• _PROBLEM_
Read the lines below. Copy out any that hold the string "Drive".

• _PROVIDED RECORDS_

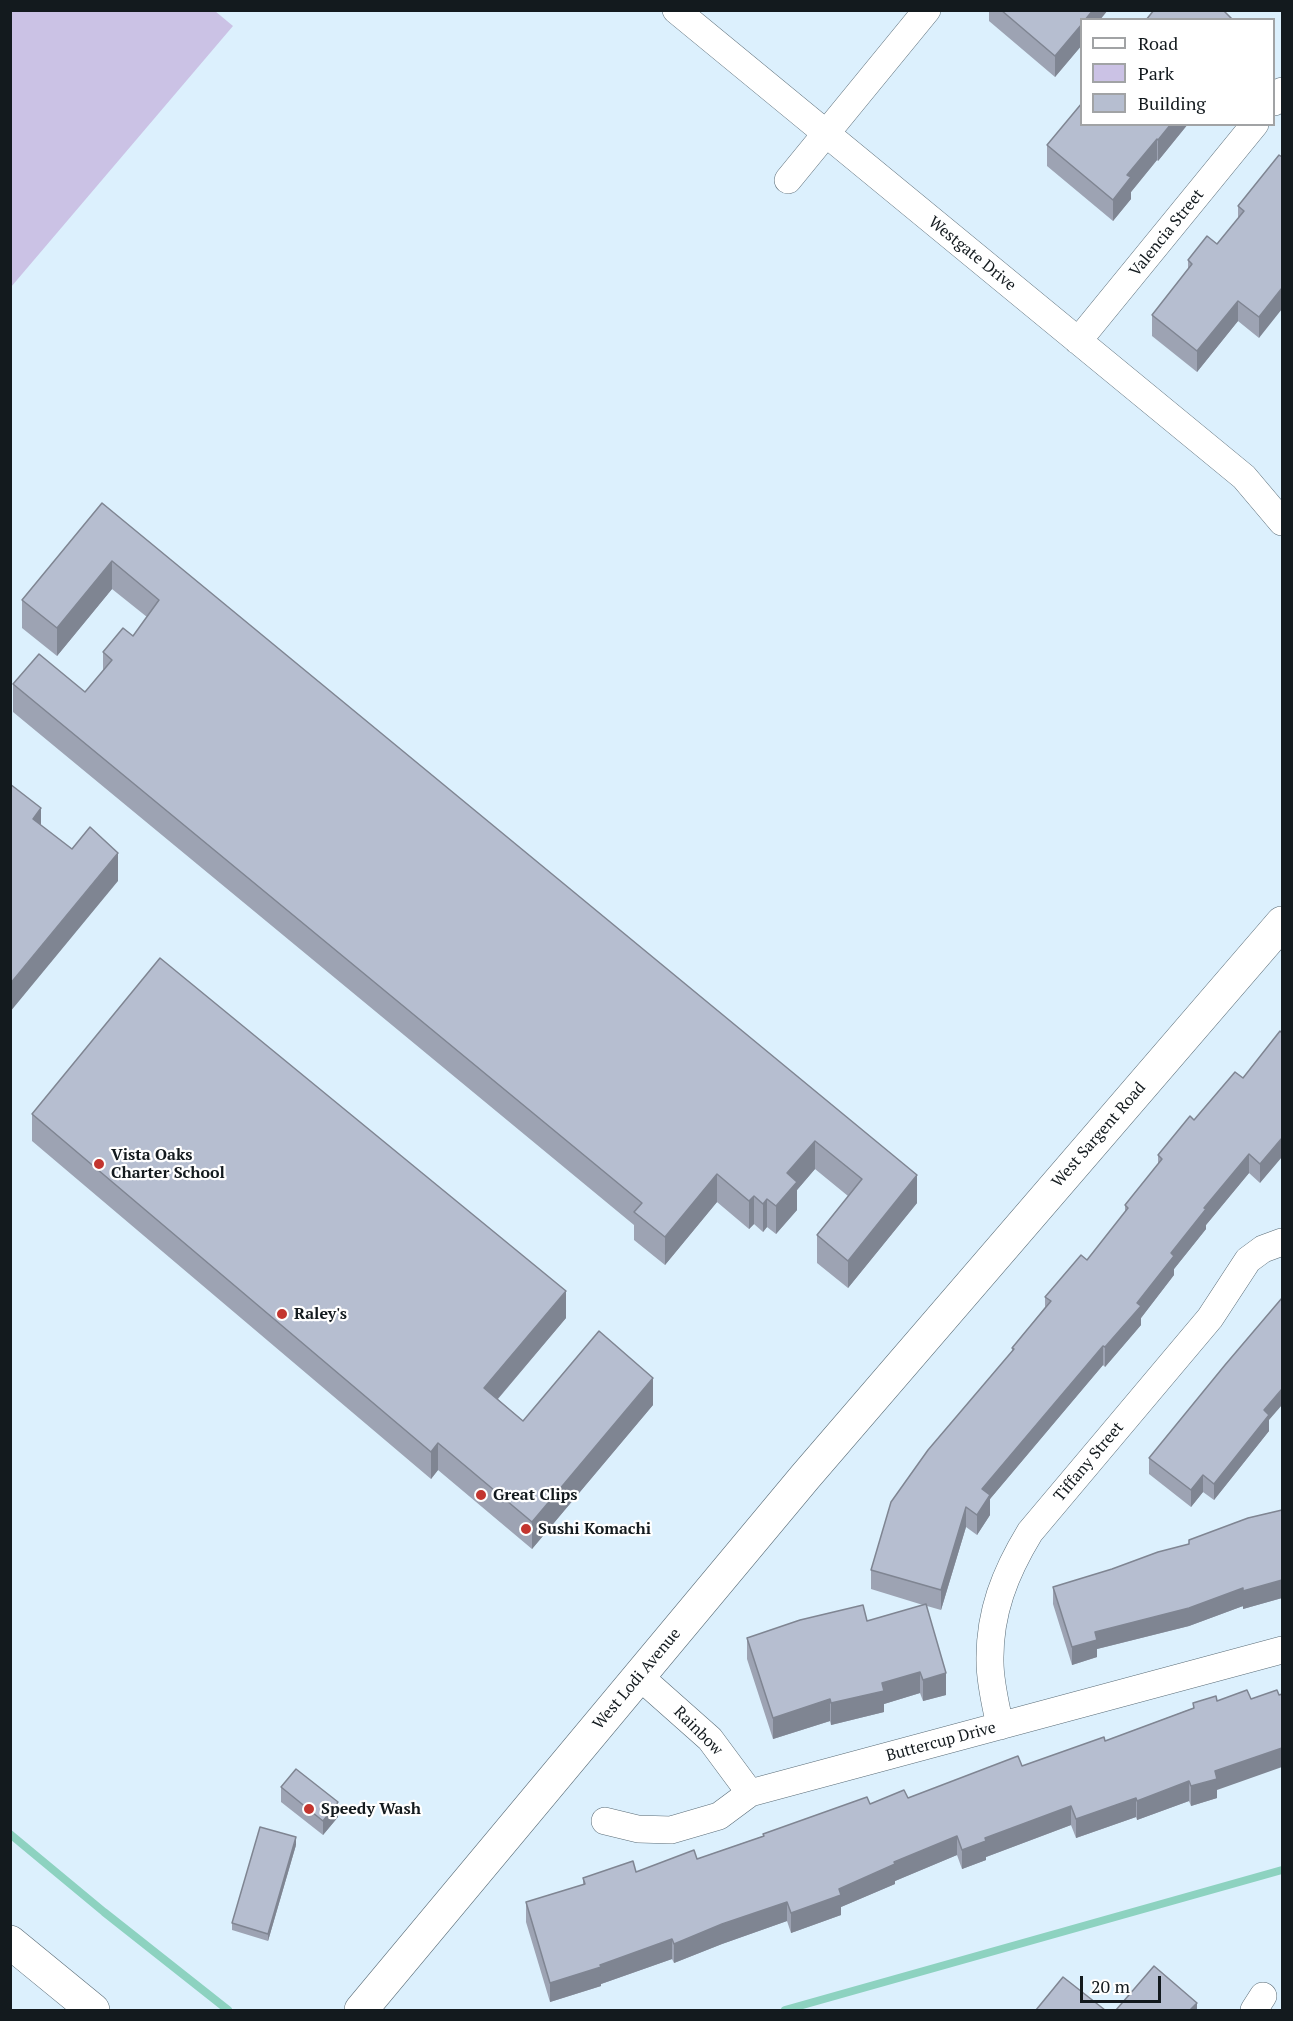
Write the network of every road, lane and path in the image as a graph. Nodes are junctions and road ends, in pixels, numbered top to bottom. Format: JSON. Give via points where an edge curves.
{"nodes":[{"id":1,"x":676,"y":10,"type":"edge"},
{"id":2,"x":927,"y":10,"type":"edge"},
{"id":3,"x":1253,"y":126,"type":"edge"},
{"id":4,"x":826,"y":135,"type":"junction"},
{"id":5,"x":788,"y":180,"type":"dead end"},
{"id":6,"x":1078,"y":340,"type":"junction"},
{"id":7,"x":1244,"y":477,"type":"junction"},
{"id":8,"x":1282,"y":499,"type":"edge"},
{"id":9,"x":1282,"y":522,"type":"edge"},
{"id":10,"x":1282,"y":923,"type":"edge"},
{"id":11,"x":1281,"y":1242,"type":"edge"},
{"id":12,"x":915,"y":1348,"type":"joint"},
{"id":13,"x":1282,"y":1650,"type":"edge"},
{"id":14,"x":639,"y":1676,"type":"junction"},
{"id":15,"x":999,"y":1726,"type":"junction"},
{"id":16,"x":750,"y":1793,"type":"junction"},
{"id":17,"x":605,"y":1821,"type":"dead end"},
{"id":18,"x":10,"y":1942,"type":"edge"},
{"id":19,"x":93,"y":2010,"type":"edge"},
{"id":20,"x":361,"y":2010,"type":"edge"}],
"edges":[{"from":1,"to":4,"type":"street","name":"Westgate Drive"},
{"from":2,"to":4,"type":"street"},
{"from":3,"to":6,"type":"street","name":"Valencia Street"},
{"from":4,"to":5,"type":"street"},
{"from":4,"to":6,"type":"street","name":"Westgate Drive"},
{"from":6,"to":7,"type":"street","name":"Westgate Drive"},
{"from":7,"to":8,"type":"street","name":"Westgate Drive"},
{"from":7,"to":9,"type":"street","name":"Westgate Drive"},
{"from":10,"to":12,"type":"street","name":"West Sargent Road"},
{"from":11,"to":15,"type":"street","name":"Tiffany Street","via":[[1248,1260],[1210,1318],[1030,1532],[1016,1555],[1003,1583],[993,1628],[990,1663]]},
{"from":12,"to":14,"type":"street","name":"West Lodi Avenue"},
{"from":13,"to":15,"type":"street","name":"Buttercup Drive"},
{"from":14,"to":16,"type":"street","name":"Rainbow","via":[[710,1739]]},
{"from":14,"to":20,"type":"street","name":"West Lodi Avenue"},
{"from":15,"to":16,"type":"street","name":"Buttercup Drive"},
{"from":16,"to":17,"type":"street","name":"Buttercup Drive","via":[[719,1816],[671,1830],[638,1829]]},
{"from":18,"to":19,"type":"street"}]}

• _TASK ANSWER_
"edges":[{"from":1,"to":4,"type":"street","name":"Westgate Drive"},
{"from":4,"to":6,"type":"street","name":"Westgate Drive"},
{"from":6,"to":7,"type":"street","name":"Westgate Drive"},
{"from":7,"to":8,"type":"street","name":"Westgate Drive"},
{"from":7,"to":9,"type":"street","name":"Westgate Drive"},
{"from":13,"to":15,"type":"street","name":"Buttercup Drive"},
{"from":15,"to":16,"type":"street","name":"Buttercup Drive"},
{"from":16,"to":17,"type":"street","name":"Buttercup Drive","via":[[719,1816],[671,1830],[638,1829]]},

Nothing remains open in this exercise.